Wenn das so sein sollte, würde es mich sehr wundern, weil die Landesregierung auch hier einen Dialog angekündigt hat, der offenbar -
- Nein, es ist der Bericht zur Ausschussüberweisung aufgerufen worden, und darüber haben wir abgestimmt.
Das ist richtig. Offensichtlich gibt es dort ein Missverständnis. Deswegen wiederhole ich die Abstimmung bezüglich des Berichts. Jetzt geht es nur um den Bericht.
Erledigt hat sich lediglich die Regierungserklärung. Das darf man nicht mit dem Bericht verwechseln. Der Bericht wird jetzt in der Sache abgestimmt. So ist das Verfahren.
- Der wird überwiesen? Moment, das ist hier nicht so entschieden worden. - Bitte, Herr Abgeordneter!
Herr Präsident, wir beantragen, dass der Bericht wie beantragt - an den Ausschuss überwiesen wird, dass aber über die Entschließung zum Nord-OstseeKanal hier in der Sache abgestimmt wird.
Dann habe ich das richtig verstanden. Wir kommen jetzt noch einmal zu dem Antrag, den Bericht zur abschließenden Beratung an den Wirtschaftsausschuss zu überweisen. Wer so verfahren will, den bitte ich um das Handzeichen. - Gegenstimmen? Dann ist das einstimmig so beschlossen.

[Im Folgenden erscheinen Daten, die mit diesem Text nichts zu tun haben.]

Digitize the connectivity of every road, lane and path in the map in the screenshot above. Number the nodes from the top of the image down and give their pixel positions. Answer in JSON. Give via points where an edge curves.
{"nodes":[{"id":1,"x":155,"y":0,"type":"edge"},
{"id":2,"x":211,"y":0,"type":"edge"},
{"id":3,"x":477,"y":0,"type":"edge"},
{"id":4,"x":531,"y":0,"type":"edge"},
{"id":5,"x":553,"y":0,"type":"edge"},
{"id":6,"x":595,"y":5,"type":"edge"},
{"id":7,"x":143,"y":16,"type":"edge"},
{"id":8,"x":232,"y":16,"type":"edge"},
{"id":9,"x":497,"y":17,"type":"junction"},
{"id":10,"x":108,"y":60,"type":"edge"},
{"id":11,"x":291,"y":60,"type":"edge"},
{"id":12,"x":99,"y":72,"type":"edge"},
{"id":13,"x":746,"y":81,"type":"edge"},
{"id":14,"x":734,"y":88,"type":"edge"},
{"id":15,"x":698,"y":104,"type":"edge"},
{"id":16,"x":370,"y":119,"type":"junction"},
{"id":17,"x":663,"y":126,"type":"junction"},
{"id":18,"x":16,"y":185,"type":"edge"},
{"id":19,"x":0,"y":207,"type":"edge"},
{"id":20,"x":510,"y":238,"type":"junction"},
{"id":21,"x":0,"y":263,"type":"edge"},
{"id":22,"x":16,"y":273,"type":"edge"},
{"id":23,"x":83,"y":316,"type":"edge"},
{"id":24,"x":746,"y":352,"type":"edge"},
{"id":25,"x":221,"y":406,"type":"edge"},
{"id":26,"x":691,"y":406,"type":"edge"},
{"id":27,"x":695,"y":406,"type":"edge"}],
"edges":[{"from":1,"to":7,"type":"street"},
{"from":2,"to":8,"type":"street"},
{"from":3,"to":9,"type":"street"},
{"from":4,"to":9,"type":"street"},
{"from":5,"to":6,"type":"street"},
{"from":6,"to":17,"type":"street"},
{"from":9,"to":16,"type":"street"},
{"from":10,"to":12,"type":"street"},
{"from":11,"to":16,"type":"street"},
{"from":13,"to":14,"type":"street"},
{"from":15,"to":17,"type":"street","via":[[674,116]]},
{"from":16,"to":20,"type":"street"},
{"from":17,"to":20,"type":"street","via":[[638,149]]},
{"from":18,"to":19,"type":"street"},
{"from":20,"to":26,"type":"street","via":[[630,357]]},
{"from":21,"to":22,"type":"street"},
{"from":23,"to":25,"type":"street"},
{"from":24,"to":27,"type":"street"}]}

Wir kommen jetzt noch einmal zu den Sachanträgen. Ich lasse zunächst über den Änderungsantrag der Fraktionen von FDP und CDU, Drucksache 18/539, abstimmen. Wer zustimmen will, den bitte ich um das Handzeichen. - Gegenstimmen? - Enthaltungen? - Dann ist dieser Antrag mit den Stimmen der SPD-Fraktion, der Fraktion BÜNDNIS 90/DIE GRÜNEN und der Abgeordneten des SSW abgelehnt.
Wir kommen jetzt zum Antrag der Fraktionen von SPD, BÜNDNIS 90/DIE GRÜNEN und der Abgeordneten des SSW, Drucksache 18/494. Wer diesem Antrag zustimmen will, den bitte ich um das Handzeichen. - Gegenprobe! - Enthaltungen? Dann ist dieser Antrag gegen die Stimmen von FDP und CDU mit den Stimmen aller anderen Fraktionen und der Abgeordneten des SSW so beschlossen.